Facebook’s engineers also have a proven track record in this sort of development. The company launched the Open Compute Project in 2011 as a way of freely publishing cost-efficient designs for servers and data centres. “Anything that makes networks more effcient will ultimately increase the effciency of delivering data and bring down costs for people worldwide,” says Zuckerberg of the project.

This maxim might ultimately hold true for the internet.org project as well. Although the scheme is certainly motivated at least in part by profit there will still be humanitarian benefits.
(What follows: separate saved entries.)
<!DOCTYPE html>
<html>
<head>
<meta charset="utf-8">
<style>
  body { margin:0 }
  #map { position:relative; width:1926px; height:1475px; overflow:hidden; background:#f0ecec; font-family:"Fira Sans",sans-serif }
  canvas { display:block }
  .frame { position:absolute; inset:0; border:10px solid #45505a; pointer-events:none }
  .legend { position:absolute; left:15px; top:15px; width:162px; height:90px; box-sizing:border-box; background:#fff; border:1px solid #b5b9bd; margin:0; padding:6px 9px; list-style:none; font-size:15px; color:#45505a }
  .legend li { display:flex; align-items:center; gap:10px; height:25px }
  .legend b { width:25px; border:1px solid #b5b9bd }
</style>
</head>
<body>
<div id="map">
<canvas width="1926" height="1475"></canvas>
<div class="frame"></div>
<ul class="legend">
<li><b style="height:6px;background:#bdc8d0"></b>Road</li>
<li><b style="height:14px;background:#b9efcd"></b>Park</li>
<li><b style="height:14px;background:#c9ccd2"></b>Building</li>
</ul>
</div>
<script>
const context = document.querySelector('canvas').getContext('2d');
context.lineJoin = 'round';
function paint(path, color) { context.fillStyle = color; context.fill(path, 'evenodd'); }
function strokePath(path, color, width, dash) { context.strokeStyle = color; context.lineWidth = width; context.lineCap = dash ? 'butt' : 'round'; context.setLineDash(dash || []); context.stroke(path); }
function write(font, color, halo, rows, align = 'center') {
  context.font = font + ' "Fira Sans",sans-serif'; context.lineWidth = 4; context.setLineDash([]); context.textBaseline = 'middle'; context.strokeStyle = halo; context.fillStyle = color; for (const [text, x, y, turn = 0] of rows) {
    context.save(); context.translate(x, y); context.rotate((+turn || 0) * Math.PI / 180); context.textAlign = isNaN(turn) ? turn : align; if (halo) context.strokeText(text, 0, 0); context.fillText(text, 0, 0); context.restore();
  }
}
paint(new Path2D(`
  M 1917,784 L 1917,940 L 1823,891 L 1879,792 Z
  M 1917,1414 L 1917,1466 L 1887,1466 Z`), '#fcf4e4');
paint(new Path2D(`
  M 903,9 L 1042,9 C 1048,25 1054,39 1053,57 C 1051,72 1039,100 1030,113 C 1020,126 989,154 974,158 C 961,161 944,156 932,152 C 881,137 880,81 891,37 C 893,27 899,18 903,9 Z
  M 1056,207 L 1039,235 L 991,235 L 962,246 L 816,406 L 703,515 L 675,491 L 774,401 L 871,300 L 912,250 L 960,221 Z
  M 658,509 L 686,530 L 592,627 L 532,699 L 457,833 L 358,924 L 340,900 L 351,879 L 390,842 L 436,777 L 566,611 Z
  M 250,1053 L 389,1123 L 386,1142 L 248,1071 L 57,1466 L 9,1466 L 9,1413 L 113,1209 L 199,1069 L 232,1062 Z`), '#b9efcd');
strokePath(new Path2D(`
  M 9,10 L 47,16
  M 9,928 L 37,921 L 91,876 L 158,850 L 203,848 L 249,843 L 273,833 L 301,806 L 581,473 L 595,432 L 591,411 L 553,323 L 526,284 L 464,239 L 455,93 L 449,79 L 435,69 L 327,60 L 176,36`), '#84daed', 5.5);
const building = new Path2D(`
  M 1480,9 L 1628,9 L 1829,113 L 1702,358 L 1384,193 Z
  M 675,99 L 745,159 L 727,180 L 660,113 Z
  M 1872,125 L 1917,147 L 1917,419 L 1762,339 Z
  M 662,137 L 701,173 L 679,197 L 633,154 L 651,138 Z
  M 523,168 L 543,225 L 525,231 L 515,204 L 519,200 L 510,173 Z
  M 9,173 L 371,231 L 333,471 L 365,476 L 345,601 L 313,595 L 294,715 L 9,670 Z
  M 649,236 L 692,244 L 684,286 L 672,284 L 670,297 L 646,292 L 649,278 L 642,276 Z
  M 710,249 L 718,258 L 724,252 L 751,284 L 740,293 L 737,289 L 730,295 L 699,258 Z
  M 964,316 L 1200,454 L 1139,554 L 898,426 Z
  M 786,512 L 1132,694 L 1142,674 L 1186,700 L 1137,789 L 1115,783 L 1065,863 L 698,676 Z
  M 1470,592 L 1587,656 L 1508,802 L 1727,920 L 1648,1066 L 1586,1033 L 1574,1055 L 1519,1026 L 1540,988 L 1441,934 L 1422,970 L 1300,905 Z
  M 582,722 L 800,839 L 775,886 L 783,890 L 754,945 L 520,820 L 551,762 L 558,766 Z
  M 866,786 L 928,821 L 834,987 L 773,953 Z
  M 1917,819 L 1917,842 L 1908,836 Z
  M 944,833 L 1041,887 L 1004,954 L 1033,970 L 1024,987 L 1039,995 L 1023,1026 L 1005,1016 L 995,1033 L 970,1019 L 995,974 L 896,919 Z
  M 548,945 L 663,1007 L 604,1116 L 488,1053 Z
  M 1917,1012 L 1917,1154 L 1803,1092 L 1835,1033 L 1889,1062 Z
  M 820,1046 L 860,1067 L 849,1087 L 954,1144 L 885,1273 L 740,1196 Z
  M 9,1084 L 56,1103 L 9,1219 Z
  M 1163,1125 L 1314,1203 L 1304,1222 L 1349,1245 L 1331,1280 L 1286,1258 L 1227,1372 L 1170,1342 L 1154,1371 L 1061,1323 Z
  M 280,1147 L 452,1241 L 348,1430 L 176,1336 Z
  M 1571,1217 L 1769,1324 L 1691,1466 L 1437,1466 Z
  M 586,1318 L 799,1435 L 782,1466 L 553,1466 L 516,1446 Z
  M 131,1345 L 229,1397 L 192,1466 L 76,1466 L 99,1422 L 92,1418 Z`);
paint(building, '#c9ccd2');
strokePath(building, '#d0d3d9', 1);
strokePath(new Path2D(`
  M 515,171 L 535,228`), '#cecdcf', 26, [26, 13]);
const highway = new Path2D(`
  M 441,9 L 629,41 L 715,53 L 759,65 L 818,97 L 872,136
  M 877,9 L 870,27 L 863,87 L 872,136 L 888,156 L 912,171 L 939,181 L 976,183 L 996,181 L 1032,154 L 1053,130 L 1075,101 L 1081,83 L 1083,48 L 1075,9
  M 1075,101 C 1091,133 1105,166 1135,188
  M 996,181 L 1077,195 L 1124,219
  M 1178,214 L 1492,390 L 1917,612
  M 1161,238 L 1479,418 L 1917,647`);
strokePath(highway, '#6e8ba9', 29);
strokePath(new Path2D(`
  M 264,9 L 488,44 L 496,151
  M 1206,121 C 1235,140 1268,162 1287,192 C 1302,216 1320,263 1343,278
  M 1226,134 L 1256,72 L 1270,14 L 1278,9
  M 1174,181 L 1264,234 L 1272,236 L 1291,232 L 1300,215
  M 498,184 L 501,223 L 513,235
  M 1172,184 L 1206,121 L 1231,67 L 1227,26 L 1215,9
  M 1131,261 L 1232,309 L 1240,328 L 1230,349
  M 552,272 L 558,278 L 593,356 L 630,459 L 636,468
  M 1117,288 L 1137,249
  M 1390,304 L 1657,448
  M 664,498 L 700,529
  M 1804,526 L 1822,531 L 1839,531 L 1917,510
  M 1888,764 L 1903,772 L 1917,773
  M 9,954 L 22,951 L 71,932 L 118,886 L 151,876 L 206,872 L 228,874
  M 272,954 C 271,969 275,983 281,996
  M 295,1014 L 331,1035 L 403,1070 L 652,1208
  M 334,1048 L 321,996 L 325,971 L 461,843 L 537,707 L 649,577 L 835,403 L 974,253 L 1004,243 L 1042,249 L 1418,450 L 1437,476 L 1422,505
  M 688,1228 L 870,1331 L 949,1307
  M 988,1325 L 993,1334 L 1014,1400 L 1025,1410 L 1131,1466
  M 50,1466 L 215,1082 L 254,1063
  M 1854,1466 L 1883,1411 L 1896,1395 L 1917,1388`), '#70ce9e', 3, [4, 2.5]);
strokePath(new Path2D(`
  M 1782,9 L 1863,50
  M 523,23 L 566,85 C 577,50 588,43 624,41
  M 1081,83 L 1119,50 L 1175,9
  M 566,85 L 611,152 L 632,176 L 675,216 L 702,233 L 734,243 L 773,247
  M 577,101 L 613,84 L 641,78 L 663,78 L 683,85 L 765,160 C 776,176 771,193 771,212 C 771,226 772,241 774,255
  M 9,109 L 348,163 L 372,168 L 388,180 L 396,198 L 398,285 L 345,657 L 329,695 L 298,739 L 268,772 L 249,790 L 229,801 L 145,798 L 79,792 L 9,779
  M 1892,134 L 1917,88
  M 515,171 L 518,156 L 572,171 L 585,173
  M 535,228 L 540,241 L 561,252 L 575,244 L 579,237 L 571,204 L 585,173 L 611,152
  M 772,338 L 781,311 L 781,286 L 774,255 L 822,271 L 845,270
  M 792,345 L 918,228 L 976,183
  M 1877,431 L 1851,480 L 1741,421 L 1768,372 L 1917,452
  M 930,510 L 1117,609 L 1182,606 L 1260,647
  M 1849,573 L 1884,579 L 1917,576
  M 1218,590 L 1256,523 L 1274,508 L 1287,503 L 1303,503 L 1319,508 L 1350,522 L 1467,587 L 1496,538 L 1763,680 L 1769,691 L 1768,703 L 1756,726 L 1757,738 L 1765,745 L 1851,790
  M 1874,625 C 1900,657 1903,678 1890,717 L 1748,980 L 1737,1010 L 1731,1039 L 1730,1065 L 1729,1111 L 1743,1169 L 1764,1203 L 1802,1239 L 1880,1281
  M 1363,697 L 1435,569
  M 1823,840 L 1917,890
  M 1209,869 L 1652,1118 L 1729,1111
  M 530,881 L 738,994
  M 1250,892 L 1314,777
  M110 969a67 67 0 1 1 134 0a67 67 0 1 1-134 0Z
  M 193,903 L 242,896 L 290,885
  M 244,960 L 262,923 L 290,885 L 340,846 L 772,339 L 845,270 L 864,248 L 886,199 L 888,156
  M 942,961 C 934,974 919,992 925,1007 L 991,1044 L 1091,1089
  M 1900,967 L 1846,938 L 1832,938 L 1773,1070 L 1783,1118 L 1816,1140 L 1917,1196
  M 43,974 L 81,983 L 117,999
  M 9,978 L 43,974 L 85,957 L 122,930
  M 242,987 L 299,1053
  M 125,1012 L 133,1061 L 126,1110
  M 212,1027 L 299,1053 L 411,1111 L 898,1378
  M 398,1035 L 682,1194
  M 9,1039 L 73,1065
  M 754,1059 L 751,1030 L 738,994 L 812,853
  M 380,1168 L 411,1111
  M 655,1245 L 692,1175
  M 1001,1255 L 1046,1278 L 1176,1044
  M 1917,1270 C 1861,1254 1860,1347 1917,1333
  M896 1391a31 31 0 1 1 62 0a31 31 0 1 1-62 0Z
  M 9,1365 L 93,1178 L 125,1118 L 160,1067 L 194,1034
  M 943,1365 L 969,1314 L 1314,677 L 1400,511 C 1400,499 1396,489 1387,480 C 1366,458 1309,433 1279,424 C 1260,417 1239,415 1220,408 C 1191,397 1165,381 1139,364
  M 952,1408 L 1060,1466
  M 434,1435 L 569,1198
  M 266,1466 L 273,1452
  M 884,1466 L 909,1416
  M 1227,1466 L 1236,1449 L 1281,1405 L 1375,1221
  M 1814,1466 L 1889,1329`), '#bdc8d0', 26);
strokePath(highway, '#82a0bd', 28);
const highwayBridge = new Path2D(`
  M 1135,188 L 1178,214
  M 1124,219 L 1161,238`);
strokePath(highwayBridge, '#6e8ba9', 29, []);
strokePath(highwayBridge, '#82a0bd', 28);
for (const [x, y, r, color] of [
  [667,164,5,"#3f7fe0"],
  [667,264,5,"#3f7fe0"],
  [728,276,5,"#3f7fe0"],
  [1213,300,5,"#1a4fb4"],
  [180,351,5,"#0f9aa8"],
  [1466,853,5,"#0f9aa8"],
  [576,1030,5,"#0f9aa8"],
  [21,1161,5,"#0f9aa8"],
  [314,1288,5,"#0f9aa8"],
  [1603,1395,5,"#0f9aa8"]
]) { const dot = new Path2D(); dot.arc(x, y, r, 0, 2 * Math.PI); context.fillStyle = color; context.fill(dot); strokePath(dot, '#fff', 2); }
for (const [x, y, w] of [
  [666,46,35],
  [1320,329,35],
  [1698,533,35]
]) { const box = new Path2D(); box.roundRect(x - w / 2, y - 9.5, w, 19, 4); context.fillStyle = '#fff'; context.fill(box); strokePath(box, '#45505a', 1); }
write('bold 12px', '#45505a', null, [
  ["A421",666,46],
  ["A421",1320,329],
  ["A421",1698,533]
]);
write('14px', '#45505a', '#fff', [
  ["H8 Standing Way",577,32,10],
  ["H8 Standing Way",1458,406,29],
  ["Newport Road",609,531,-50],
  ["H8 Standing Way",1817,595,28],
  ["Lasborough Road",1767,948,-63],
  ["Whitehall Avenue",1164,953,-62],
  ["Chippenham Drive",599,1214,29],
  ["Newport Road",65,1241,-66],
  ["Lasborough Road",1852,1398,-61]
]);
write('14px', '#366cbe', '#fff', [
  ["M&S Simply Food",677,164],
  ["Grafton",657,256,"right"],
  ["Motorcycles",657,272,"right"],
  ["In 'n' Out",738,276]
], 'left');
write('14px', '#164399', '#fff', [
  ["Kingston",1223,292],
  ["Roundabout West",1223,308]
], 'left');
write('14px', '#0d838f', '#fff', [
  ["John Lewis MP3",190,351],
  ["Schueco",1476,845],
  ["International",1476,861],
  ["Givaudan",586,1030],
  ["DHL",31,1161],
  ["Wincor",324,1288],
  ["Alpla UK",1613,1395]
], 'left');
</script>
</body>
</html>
CONNECTING THE UNCONNECTED

Project Loon

Google’s plan to use high-altitude weather balloons to offer internet access to remote areas. Each balloon floats approximately 20km (12 miles) up and offers coverage over an area approximately 1,256 km2 (485 square miles) across. A pilot scheme is currently underway in New Zealand.

BuyThisSatellite

In 2010 Kosta Grammatis organised a campaign to buy a defunct US comms satellite, the TerraStar-1, with the plan being to reposition over poor areas in the world and provide free internet access. He raised only $67,000 of the required $1.3bn, but has used the money to create the internet-advocacy group “A Human Right”.

One Laptop Per Child

A non-profit organisation which launched in 2005, dedicated to creating affordable laptops for the developing world. Unfortunately the project slowly soured as the promised $100 laptop failed to materialise and was overtaken by cheaper tablets and netbooks.

Raspberry Pi

Although these credit card-sized computers weren’t created with the developing world in mind, their low cost (£26) and easy hackability means they’ve broken down barriers to computing. Although the vast majority of Pis have been sold to the developed world they’ve been seen as far afield as Bhutan, where a lone Pi is powering free educational software from the Khan foundation.